▶ **Exercise instructions**: Reproduce the entries. Match every word.
###
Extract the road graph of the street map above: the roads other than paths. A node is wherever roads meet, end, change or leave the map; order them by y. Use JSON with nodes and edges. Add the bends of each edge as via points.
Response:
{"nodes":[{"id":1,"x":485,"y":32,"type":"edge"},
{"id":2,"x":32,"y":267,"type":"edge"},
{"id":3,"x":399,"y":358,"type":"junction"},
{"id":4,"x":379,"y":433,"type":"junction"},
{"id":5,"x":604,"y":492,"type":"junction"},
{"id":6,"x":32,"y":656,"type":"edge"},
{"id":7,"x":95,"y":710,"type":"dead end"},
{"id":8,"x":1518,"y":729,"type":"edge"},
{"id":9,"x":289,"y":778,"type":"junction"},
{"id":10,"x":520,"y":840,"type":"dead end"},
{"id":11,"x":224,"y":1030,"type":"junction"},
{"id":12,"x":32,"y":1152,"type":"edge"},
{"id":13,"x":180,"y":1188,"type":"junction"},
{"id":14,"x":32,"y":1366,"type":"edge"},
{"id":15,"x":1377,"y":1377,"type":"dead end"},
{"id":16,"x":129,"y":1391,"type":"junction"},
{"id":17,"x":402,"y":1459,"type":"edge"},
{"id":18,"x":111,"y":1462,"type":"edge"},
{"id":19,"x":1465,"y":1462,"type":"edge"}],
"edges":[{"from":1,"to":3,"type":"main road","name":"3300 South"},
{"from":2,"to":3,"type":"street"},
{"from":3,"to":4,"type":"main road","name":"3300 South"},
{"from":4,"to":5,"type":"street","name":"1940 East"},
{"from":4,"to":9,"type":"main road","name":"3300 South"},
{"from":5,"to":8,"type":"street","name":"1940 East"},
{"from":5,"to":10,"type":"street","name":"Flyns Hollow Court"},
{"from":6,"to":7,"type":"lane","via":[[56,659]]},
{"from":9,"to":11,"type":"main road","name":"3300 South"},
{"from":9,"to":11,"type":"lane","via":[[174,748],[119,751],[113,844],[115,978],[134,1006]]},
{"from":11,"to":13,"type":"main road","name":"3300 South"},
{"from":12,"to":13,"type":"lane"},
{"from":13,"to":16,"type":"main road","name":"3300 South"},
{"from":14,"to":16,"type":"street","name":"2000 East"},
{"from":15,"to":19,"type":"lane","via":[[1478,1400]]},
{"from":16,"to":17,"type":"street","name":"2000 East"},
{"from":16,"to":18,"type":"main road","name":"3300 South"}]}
###
▶ **Result for this exercise**:
Extract the road graph of the street map above: the roads other than paths. A node is wherever roads meet, end, change or leave the map; order them by y. Use JSON with nodes and edges. Add the bends of each edge as via points.
Response:
{"nodes":[{"id":1,"x":485,"y":32,"type":"edge"},
{"id":2,"x":32,"y":267,"type":"edge"},
{"id":3,"x":399,"y":358,"type":"junction"},
{"id":4,"x":379,"y":433,"type":"junction"},
{"id":5,"x":604,"y":492,"type":"junction"},
{"id":6,"x":32,"y":656,"type":"edge"},
{"id":7,"x":95,"y":710,"type":"dead end"},
{"id":8,"x":1518,"y":729,"type":"edge"},
{"id":9,"x":289,"y":778,"type":"junction"},
{"id":10,"x":520,"y":840,"type":"dead end"},
{"id":11,"x":224,"y":1030,"type":"junction"},
{"id":12,"x":32,"y":1152,"type":"edge"},
{"id":13,"x":180,"y":1188,"type":"junction"},
{"id":14,"x":32,"y":1366,"type":"edge"},
{"id":15,"x":1377,"y":1377,"type":"dead end"},
{"id":16,"x":129,"y":1391,"type":"junction"},
{"id":17,"x":402,"y":1459,"type":"edge"},
{"id":18,"x":111,"y":1462,"type":"edge"},
{"id":19,"x":1465,"y":1462,"type":"edge"}],
"edges":[{"from":1,"to":3,"type":"main road","name":"3300 South"},
{"from":2,"to":3,"type":"street"},
{"from":3,"to":4,"type":"main road","name":"3300 South"},
{"from":4,"to":5,"type":"street","name":"1940 East"},
{"from":4,"to":9,"type":"main road","name":"3300 South"},
{"from":5,"to":8,"type":"street","name":"1940 East"},
{"from":5,"to":10,"type":"street","name":"Flyns Hollow Court"},
{"from":6,"to":7,"type":"lane","via":[[56,659]]},
{"from":9,"to":11,"type":"main road","name":"3300 South"},
{"from":9,"to":11,"type":"lane","via":[[174,748],[119,751],[113,844],[115,978],[134,1006]]},
{"from":11,"to":13,"type":"main road","name":"3300 South"},
{"from":12,"to":13,"type":"lane"},
{"from":13,"to":16,"type":"main road","name":"3300 South"},
{"from":14,"to":16,"type":"street","name":"2000 East"},
{"from":15,"to":19,"type":"lane","via":[[1478,1400]]},
{"from":16,"to":17,"type":"street","name":"2000 East"},
{"from":16,"to":18,"type":"main road","name":"3300 South"}]}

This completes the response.